>>>>

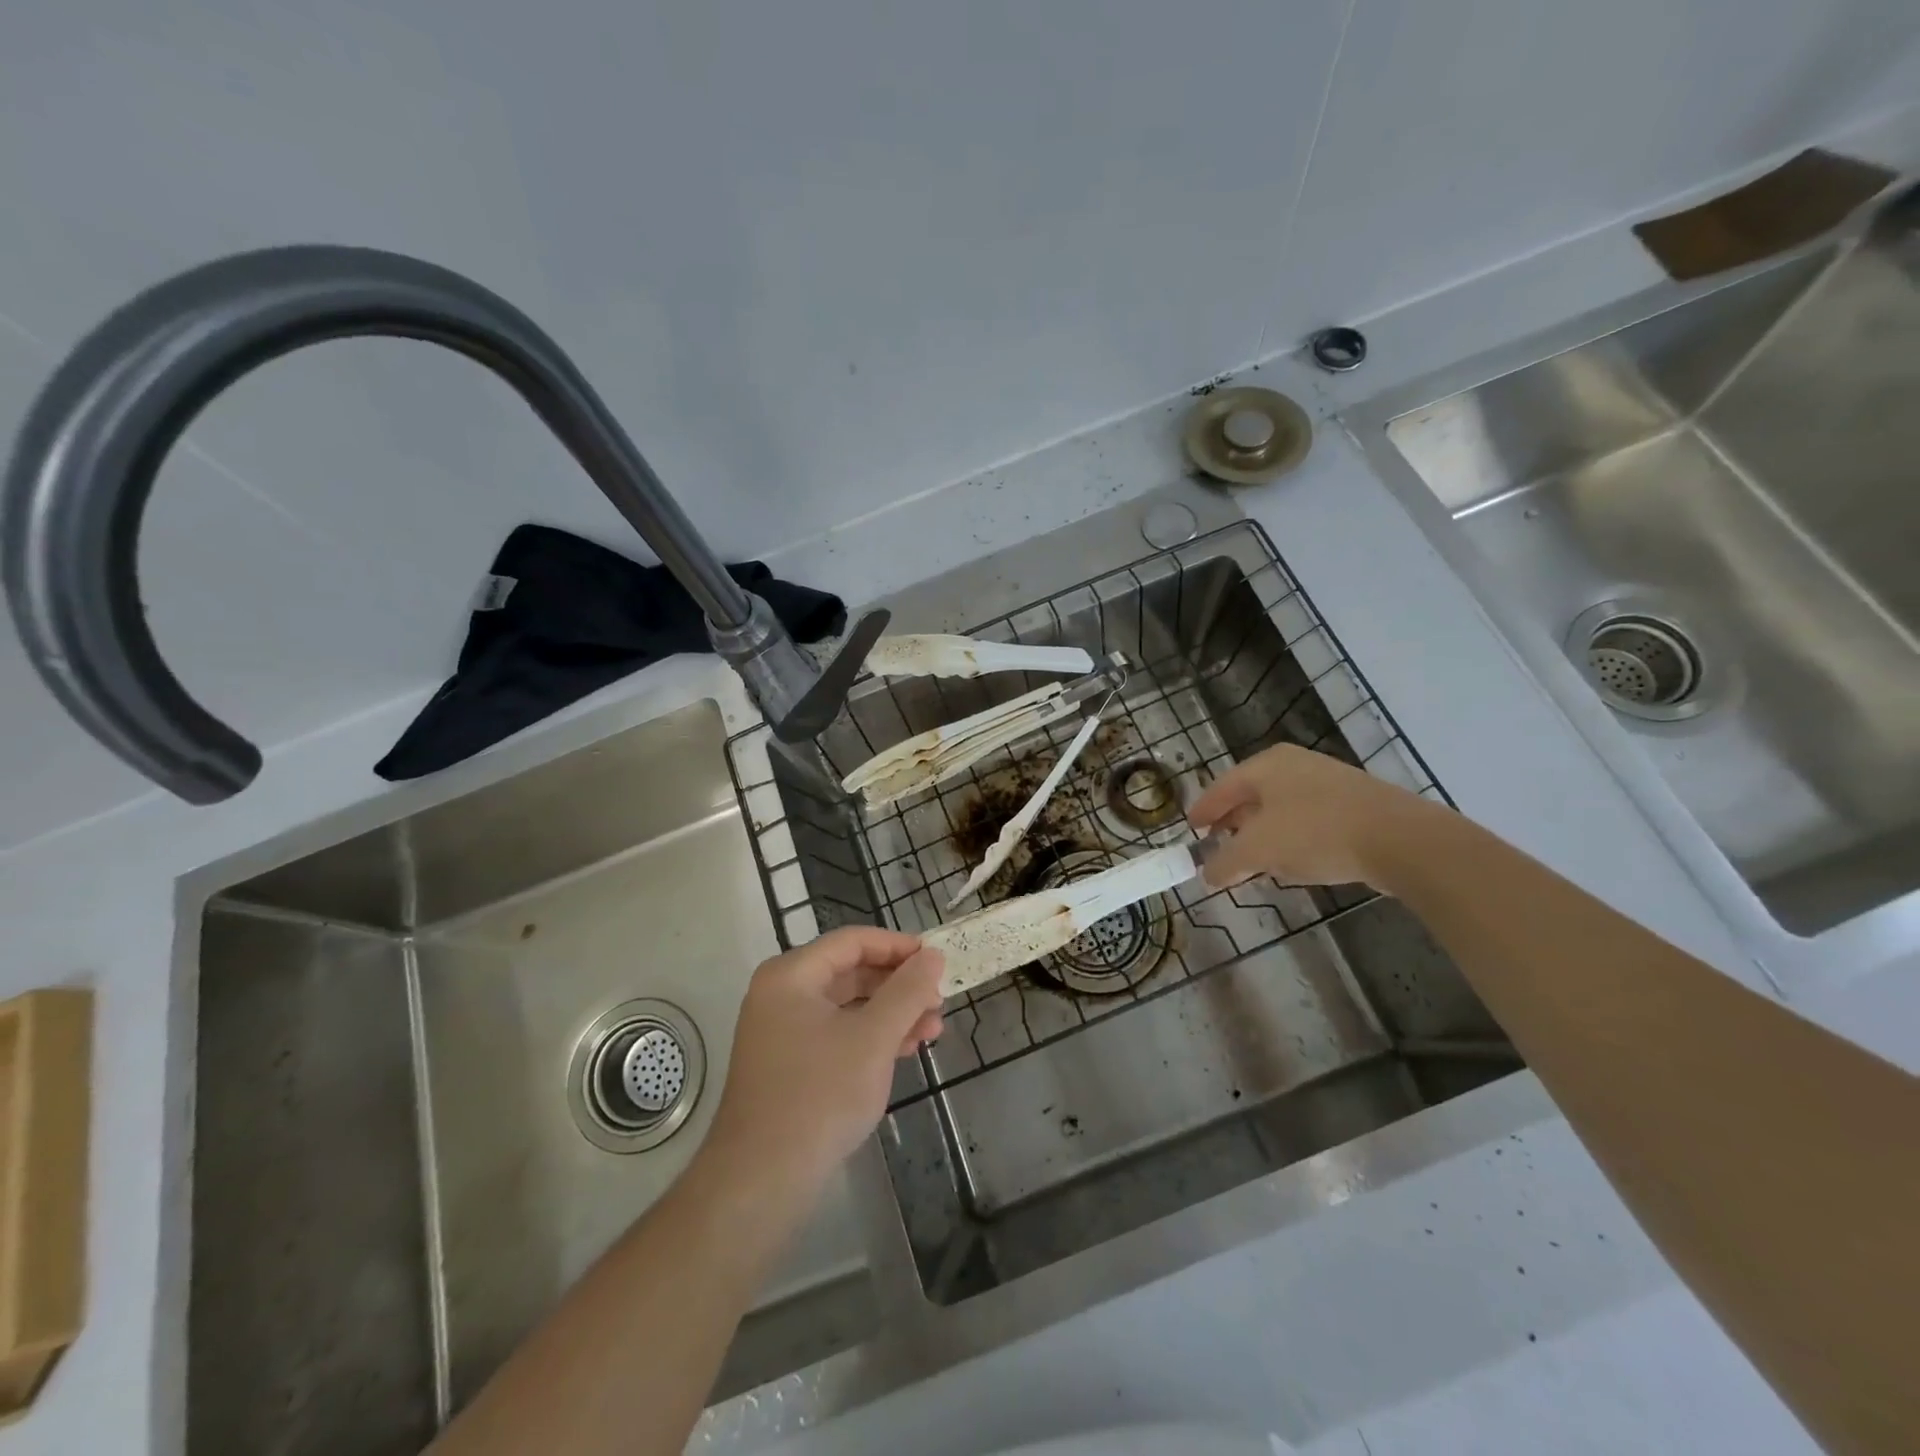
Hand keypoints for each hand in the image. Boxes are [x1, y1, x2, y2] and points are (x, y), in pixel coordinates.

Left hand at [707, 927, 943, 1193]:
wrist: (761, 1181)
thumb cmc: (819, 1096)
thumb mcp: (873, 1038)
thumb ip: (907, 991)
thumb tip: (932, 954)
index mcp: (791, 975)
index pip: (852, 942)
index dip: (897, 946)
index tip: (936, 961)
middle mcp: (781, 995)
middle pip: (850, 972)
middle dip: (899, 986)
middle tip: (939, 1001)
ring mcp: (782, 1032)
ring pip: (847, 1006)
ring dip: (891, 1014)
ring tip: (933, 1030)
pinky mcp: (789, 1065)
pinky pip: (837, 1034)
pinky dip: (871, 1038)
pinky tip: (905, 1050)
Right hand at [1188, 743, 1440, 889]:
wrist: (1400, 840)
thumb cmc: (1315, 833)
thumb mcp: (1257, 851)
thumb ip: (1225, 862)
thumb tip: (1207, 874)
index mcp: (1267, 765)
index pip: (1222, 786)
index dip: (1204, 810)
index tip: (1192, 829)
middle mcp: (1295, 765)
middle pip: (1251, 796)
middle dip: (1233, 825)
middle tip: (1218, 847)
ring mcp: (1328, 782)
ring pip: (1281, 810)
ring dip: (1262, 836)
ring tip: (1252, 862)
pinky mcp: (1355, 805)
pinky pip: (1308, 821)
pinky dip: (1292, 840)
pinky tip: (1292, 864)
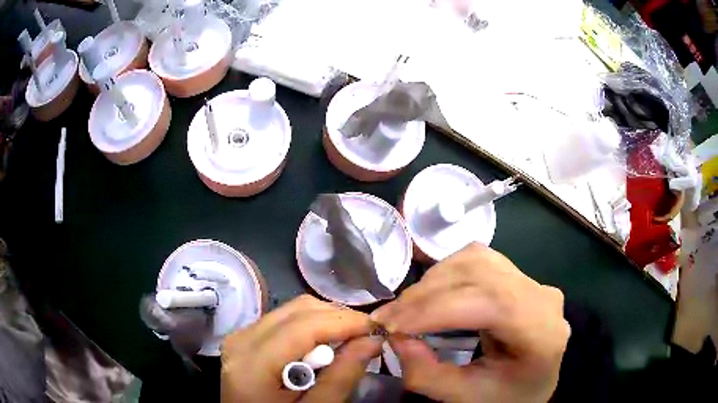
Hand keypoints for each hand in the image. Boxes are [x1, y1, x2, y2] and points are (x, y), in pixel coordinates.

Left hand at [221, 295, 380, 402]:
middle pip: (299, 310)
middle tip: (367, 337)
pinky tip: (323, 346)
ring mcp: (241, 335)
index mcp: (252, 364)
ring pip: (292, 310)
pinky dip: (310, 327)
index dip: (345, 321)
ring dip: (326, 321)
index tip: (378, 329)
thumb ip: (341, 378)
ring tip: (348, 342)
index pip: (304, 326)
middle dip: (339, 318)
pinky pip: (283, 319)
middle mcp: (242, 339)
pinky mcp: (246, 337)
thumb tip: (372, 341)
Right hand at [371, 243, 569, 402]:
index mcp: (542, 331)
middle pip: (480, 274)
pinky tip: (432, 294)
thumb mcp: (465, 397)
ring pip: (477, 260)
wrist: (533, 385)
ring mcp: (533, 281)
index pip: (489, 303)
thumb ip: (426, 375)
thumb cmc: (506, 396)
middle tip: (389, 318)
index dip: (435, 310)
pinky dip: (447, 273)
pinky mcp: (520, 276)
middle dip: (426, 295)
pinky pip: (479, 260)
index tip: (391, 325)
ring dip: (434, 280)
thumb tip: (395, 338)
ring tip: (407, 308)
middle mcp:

<<<<

-- What is expected --
Please provide an exact transcription of each line from the one holding "thumb cmc: (506, 396)" through the final line of the data above.

-- Result of this task --
thumb cmc: (506, 396)
middle tip: (389, 318)
index dip: (435, 310)
pinky dip: (447, 273)
pinky mcp: (520, 276)
middle dip: (426, 295)
pinky pip: (479, 260)
index tip: (391, 325)
ring dip: (434, 280)
thumb tip: (395, 338)
ring tip: (407, 308)
middle mcp:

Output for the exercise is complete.